Problem to work on
Searching the material below, find each line that includes the word "highway", and copy it.

Extracted records
::::::

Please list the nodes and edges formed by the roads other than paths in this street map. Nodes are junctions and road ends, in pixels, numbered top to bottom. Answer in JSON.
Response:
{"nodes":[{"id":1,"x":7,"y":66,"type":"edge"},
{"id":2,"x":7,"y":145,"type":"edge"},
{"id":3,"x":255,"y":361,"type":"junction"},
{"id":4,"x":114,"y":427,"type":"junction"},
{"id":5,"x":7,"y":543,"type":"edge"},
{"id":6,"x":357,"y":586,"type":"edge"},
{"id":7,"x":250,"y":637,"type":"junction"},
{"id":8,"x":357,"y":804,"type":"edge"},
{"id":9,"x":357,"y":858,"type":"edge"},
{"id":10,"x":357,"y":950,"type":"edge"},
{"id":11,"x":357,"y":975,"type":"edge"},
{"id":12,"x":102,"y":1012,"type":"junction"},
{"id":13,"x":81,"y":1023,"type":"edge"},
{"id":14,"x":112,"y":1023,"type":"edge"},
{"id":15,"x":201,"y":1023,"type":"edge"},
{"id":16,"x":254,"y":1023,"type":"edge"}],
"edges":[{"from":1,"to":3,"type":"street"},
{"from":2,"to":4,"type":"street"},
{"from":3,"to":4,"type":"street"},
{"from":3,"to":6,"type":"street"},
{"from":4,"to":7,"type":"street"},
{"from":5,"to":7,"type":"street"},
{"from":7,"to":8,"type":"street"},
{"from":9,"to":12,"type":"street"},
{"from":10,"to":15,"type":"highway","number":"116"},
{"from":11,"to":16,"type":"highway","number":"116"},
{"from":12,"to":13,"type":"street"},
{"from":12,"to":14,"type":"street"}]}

::::::

Exercise result
{"from":10,"to":15,"type":"highway","number":"116"},
{"from":11,"to":16,"type":"highway","number":"116"},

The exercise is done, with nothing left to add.